In a perfect world, you would decide to retire and exactly when, long in advance of actually doing it, giving yourself time to take these steps in a leisurely manner. If that’s you, good for you.
But life happens. A personal situation might arise such as a health condition of a spouse or other family member that requires you to be present. In that case, your time frame will be compressed—there’s no time like the present to get going.
Or, more recently many federal employees have decided to advance their retirement. Some have been offered immediate early-out retirement, while others have taken “deferred resignation” offers with the intention of retiring once that paid status runs out (in most cases, September 30, although some of those offers allowed for deferring retirement through the end of the year). Or, the general tenor of the current federal workplace may have been the motivation.

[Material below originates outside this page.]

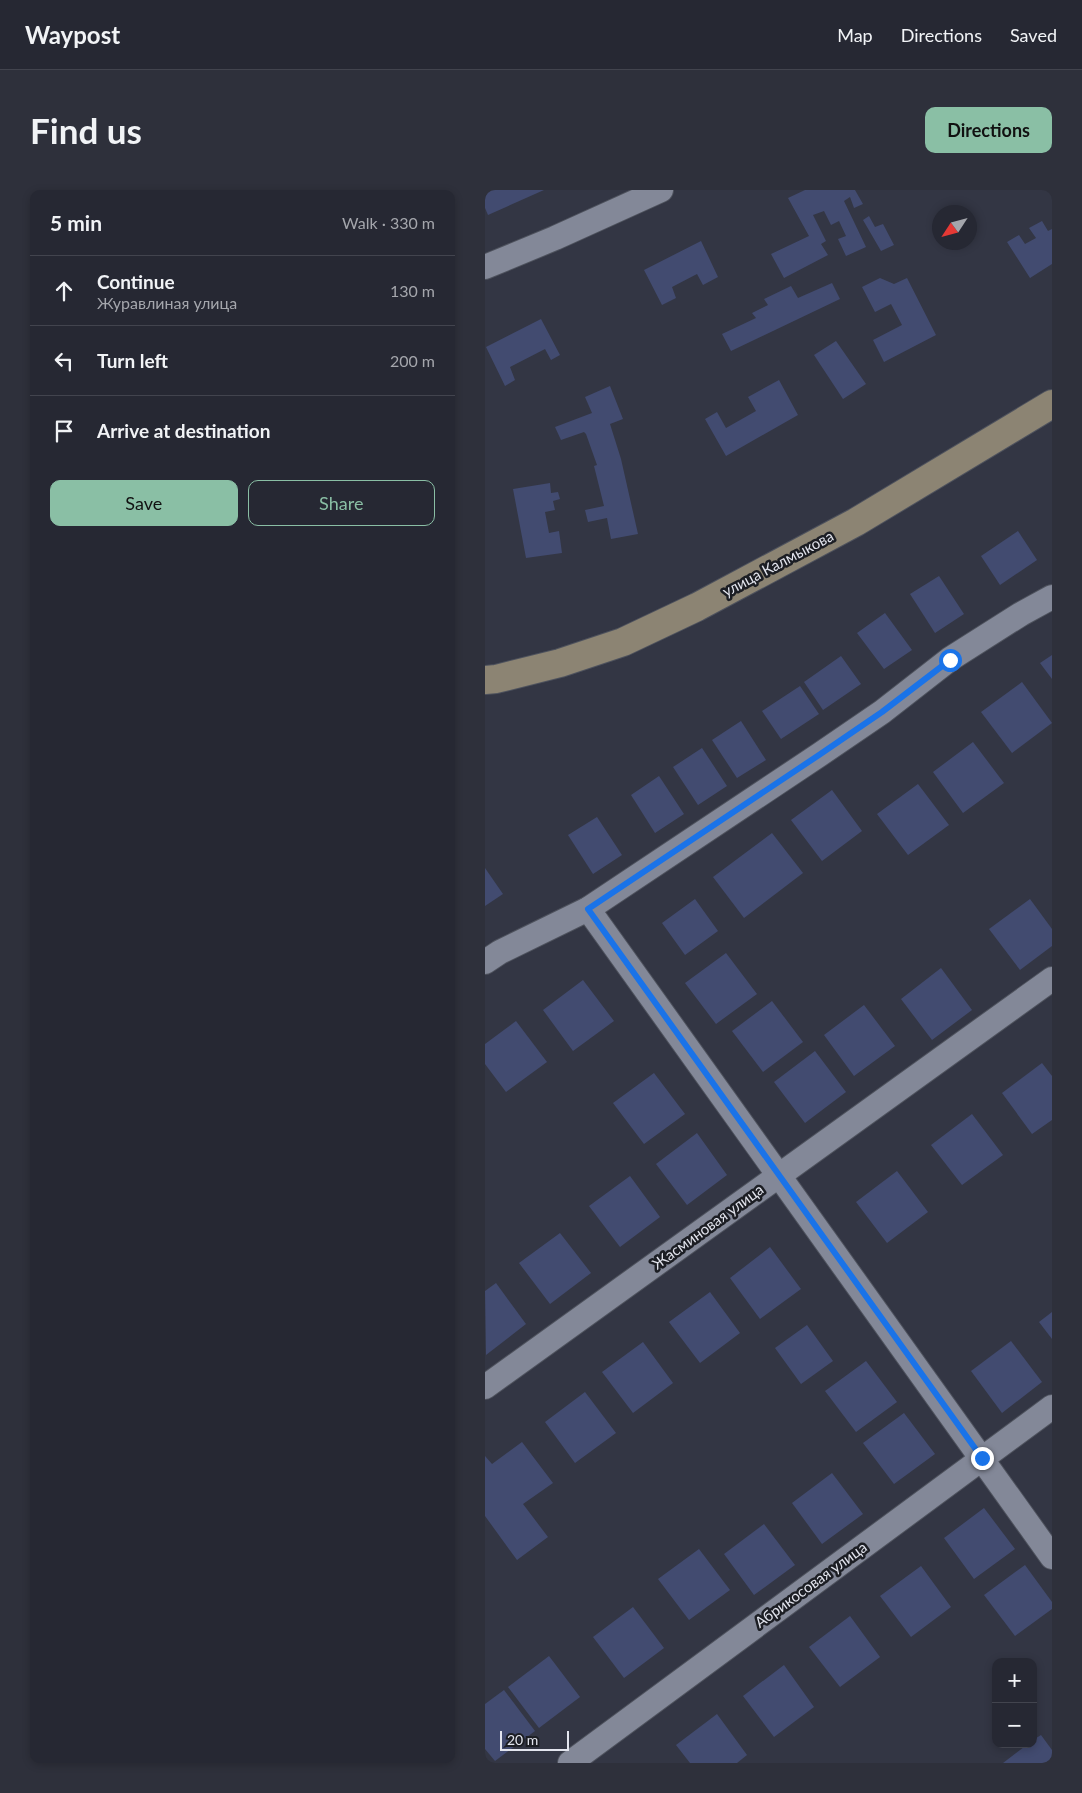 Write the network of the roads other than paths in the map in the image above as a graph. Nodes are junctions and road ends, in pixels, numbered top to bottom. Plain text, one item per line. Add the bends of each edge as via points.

What to do if a planning process is shortened?
First, contact your personnel office and ask to review your Official Personnel Folder (OPF) to make sure that all your periods of federal service are included. If your only federal work history is with your current agency, it’s unlikely that anything will be missing. On the other hand, if you’ve moved from agency to agency or had breaks in service, you need to make sure that nothing has been omitted.
If you’ve had periods of civilian service that may or may not be creditable, such as with the Tennessee Valley Authority or the Peace Corps, you need to clear up that uncertainty. The same is true if you’ve served on active duty in the armed forces.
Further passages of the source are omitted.